[Recorded data]
- Opening Delimiter -
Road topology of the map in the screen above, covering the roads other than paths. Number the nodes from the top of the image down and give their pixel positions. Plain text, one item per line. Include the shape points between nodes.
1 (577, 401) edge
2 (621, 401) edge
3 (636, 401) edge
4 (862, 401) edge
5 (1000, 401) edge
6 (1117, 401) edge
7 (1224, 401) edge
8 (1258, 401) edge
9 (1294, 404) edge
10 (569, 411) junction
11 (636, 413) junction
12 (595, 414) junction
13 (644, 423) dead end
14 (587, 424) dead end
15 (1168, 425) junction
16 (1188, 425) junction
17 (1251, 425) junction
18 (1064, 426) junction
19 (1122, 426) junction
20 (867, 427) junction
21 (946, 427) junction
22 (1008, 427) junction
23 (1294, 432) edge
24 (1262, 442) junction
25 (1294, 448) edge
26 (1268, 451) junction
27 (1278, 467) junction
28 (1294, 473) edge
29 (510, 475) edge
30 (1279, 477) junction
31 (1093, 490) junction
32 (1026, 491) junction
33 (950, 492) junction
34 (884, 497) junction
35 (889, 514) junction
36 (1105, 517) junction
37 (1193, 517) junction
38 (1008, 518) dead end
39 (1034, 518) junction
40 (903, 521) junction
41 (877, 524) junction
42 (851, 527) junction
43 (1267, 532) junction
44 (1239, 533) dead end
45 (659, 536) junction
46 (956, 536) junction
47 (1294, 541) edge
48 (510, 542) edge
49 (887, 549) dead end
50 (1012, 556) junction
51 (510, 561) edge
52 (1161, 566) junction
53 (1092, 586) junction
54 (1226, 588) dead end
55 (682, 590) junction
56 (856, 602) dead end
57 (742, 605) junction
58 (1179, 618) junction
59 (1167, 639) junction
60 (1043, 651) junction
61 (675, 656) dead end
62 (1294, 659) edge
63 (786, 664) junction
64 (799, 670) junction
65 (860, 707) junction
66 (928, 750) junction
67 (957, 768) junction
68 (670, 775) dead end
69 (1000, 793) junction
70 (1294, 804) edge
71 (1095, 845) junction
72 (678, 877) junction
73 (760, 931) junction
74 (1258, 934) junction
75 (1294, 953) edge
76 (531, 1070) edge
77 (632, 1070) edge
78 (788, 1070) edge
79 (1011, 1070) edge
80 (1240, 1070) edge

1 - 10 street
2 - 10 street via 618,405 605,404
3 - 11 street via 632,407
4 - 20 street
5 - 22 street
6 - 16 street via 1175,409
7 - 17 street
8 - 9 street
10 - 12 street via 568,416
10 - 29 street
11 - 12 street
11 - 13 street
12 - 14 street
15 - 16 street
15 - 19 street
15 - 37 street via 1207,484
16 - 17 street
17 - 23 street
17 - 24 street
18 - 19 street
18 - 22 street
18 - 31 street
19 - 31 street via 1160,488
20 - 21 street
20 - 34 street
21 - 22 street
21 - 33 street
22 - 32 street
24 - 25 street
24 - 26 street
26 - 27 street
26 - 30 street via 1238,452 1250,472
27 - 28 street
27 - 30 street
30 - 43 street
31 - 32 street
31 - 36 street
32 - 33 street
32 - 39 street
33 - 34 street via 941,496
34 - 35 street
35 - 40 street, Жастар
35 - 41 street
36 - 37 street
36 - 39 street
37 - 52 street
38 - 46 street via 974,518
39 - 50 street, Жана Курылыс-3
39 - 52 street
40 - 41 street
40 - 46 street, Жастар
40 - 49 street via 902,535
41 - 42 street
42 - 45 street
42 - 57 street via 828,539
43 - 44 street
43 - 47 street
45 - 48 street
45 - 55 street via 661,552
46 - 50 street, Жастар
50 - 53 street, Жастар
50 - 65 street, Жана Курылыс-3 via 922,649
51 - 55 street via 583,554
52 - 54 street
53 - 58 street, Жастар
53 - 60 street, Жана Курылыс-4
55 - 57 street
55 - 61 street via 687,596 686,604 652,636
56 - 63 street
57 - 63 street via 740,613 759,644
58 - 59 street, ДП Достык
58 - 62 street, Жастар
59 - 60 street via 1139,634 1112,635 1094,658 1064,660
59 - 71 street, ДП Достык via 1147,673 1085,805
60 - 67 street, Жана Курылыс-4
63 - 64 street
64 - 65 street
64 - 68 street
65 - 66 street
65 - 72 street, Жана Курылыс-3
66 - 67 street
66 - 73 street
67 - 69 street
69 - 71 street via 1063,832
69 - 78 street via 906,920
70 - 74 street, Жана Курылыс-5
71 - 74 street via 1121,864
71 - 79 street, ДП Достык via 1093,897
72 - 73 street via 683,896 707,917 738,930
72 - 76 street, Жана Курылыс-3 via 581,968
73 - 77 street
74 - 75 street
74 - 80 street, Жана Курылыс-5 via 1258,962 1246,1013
- Closing Delimiter -
- Opening Delimiter -
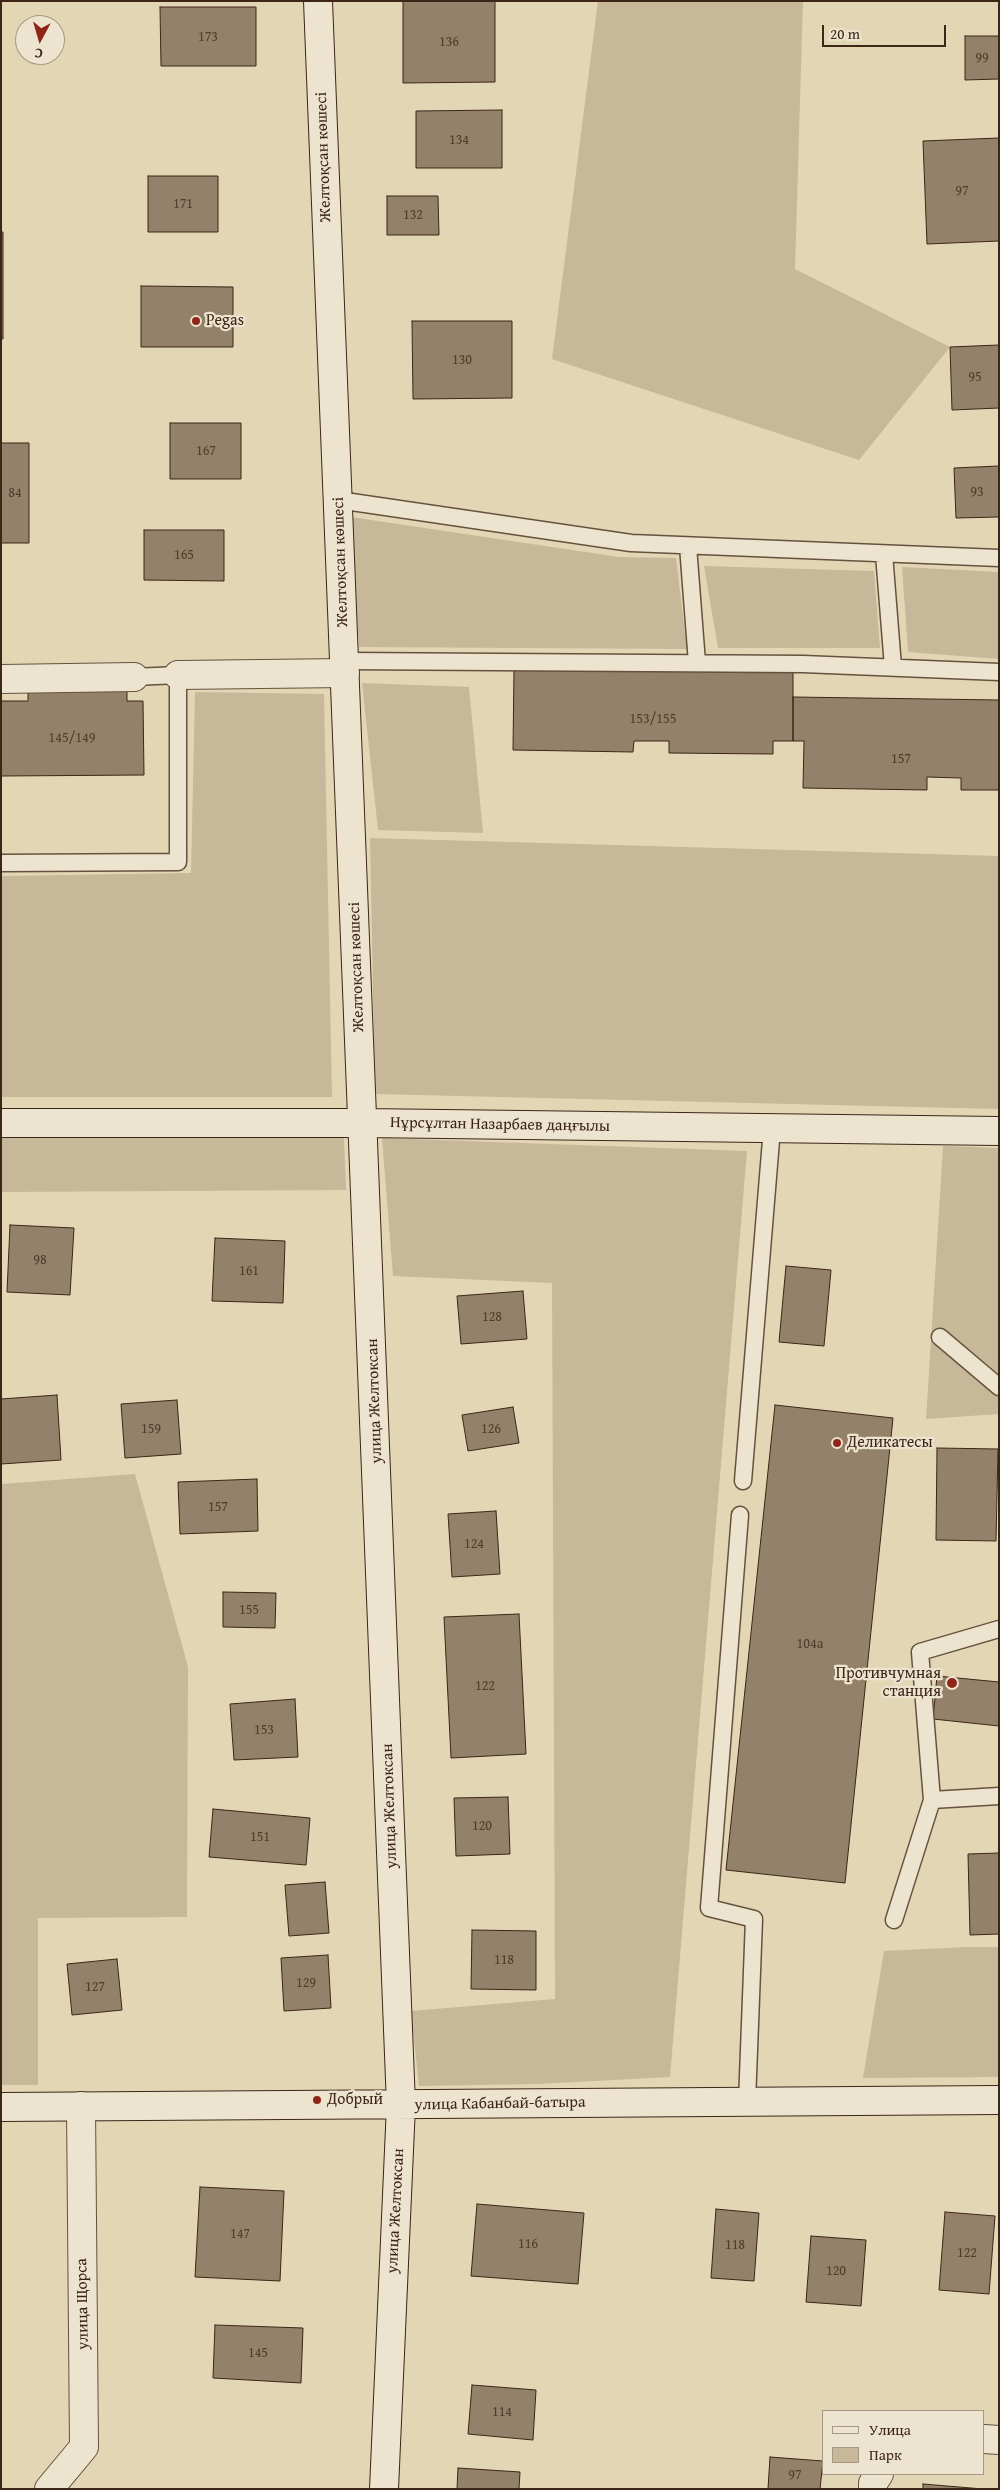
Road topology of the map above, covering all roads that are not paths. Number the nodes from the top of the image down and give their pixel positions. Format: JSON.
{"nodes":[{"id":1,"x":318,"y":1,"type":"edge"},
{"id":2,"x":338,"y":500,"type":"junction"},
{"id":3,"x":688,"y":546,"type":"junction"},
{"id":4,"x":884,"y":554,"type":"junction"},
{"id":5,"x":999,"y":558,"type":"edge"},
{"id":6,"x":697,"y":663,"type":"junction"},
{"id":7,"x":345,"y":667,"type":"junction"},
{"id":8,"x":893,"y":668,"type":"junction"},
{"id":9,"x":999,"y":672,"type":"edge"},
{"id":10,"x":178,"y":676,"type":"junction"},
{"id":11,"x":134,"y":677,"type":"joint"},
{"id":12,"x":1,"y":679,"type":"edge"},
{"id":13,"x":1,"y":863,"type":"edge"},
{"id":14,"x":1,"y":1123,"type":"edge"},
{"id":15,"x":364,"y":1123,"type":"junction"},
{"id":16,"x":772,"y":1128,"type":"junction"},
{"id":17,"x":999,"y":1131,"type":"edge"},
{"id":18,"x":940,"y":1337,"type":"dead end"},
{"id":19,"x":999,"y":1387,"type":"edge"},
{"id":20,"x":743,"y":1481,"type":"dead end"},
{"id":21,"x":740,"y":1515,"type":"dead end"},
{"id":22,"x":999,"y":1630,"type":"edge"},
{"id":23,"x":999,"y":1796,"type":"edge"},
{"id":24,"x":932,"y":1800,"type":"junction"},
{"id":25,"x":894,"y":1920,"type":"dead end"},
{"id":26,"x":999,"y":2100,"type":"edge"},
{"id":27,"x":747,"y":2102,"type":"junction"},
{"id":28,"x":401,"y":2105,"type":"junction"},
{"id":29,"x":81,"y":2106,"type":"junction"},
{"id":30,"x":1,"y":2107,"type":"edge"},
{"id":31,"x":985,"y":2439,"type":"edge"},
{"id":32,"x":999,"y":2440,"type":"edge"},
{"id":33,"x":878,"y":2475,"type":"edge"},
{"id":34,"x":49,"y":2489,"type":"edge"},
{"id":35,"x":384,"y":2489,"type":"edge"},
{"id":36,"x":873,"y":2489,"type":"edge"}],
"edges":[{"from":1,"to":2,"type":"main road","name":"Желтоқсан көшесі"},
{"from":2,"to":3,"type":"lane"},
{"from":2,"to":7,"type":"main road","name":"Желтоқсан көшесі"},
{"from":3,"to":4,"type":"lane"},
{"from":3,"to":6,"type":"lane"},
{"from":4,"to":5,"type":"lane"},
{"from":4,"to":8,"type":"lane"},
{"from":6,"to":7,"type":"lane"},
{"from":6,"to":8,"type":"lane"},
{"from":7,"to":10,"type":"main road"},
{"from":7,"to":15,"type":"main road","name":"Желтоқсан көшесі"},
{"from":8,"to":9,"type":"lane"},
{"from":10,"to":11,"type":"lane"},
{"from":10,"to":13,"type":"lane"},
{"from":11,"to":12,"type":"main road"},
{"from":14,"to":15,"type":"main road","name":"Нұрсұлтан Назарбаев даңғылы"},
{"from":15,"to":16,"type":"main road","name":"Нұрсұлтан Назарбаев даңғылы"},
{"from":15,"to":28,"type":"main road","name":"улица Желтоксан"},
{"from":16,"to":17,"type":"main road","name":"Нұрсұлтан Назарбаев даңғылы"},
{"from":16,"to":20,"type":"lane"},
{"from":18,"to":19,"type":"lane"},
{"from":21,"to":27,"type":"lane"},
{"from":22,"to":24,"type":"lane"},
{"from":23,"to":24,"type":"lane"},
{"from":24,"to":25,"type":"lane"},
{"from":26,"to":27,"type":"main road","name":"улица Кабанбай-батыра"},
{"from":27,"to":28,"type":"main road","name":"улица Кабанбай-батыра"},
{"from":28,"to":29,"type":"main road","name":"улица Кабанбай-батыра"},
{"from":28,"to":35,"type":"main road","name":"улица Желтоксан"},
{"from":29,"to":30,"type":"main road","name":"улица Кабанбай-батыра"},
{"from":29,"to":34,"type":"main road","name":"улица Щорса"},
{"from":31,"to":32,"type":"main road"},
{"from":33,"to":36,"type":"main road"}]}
- Closing Delimiter -
## Required action
Take every line from the data that includes the word "above".

## Problem solution
Road topology of the map in the screen above, covering the roads other than paths. Number the nodes from the top of the image down and give their pixel positions. Plain text, one item per line. Include the shape points between nodes.
Road topology of the map above, covering all roads that are not paths. Number the nodes from the top of the image down and give their pixel positions. Format: JSON.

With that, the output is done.